View original post 677 more words

  1. Bob K says:

    Left an email at their site pointing out an error in the article. It’ll be interesting to see if they correct.

    They said:
    “A steel drill pipe will only bend about three degrees per hundred feet of length. It therefore takes thirty 100 ft lengths to bend 90 degrees, bringing the drill bit to a minimum of 3000 below ground before the drilling is actually done horizontally and hydraulic fracturing can begin.”

    Minimum of 3000 feet below ground is incorrect. 3000 feet of pipe with that curvature will only bring you to a drilling depth of about 1910 feet.

  2. Bob K says:

    Oops! Left a comment not an email. My bad.

  3. Joe Public says:

    Thanks, OB.

  4. ivan says:

    Problems with that diagram.
    1) It appears to show the horizontal drilling to be quite near the surface rather than the 2 plus kilometres down.

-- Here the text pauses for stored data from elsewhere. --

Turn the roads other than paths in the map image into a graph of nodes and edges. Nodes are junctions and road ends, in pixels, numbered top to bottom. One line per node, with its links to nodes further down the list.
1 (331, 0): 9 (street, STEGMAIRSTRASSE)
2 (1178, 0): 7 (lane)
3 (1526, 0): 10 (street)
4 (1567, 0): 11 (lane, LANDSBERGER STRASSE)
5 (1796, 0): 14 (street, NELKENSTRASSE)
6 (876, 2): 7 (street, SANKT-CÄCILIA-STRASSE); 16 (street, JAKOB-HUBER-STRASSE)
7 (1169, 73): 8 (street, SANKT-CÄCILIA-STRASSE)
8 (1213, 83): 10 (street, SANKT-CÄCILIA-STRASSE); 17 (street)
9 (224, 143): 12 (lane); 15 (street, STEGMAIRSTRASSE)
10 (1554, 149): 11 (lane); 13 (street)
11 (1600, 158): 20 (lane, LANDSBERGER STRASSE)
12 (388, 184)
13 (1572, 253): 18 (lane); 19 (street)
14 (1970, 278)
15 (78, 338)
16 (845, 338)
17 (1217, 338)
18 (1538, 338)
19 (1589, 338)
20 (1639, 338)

    2) The radius of curvature of the drill pipe is much to sharp – with rotating steel pipes the usual practice is to use the nominal pipe diameter in inches multiplied by 100 to give the radius in feet (this is from Us drilling experience).

    Other than that the article is reasonable if rather short.

  5. stpaulchuck says:

    nice article (please read it all).

    There have been several BS reports of methane from fracking (sorry, I will continue to use that word). In every case it has been debunked but the media jerks won’t tell the general public that. Scare stories sell TV time.

  6. oldbrew says:

    ivan – the diagram can’t be done to scale or it would be far too big, unless the surface items were just dots.

    We know they’re drilling much deeper than twice the length of the truck for example 🙂
    Not sure why there are pyramids in the background, must be artistic licence.

  7. TonyfromOz says:

    Our site (PA Pundits International) copied this article across from the originating site, CFACT (link as I thought it was quite interesting in its entirety. Okay, I didn’t do the math, but I feel that the whole article was of interest.

    The author was Dr. Jay Lehr, and his bio was of interest, as it looks like he is ‘full bottle’ on this subject. His bio is as follows.

    Dr Jay Lehr contributes posts at the CFACT site. Jay Lehr is a senior policy analyst at CFACT, and he graduated from Princeton University at the age of 20 with a degree in Geological Engineering. He went on to receive the nation’s first Ph.D. in Groundwater Hydrology from the University of Arizona. He later became executive director of the National Association of Groundwater Scientists and Engineers. He is the author of numerous books, articles and scholarly papers.


  8. Bob K says:


    I only did the calculation after noting 3000 feet of pipe can’t have a 3000 foot minimum depth once you curve the pipe 90 degrees. Seemed like a large discrepancy. That is why I commented.

    If anyone is interested in viewing it, one of the comments at your cfact link presents a good 6 min video of the entire procedure. They drill straight down until they are sure they are well below the bottom of the water table before starting the curvature of the pipe. Seems like a very safe procedure.

  9. Curious George says:

    “Steel pipe could be guided from a vertical plane to a horizontal plane using a flexible drill bit controlled by an internal Global Positioning System.”

    Dr. Jay Lehr seems rather gullible. He objects to schematic diagrams. They are not always drawn to scale.

  10. Russell Cook (@QuestionAGW) says:

    @Bob K: I’d suggest directing your particular points straight to the people at CFACT, who have much more of a direct access to Jay Lehr, and maybe his piece can be corrected there.

    Btw, as a matter of pure trivia, over at CFACT’s version of the article, the first “Dave James” commenter in the comment section there happens to be one of the comment stalkers of me which I detailed at one of my older blog posts: . But that’s a whole other story.

  11. Bob K says:

    Russell Cook,

    Took your advice and just sent CFACT an email.

  12. pochas94 says:

    This is not that simple. It involves downhole mud motors driving special bits to steer the well and spooky telemetry to let the drillers know where the bit is and what is going on. Not for amateurs.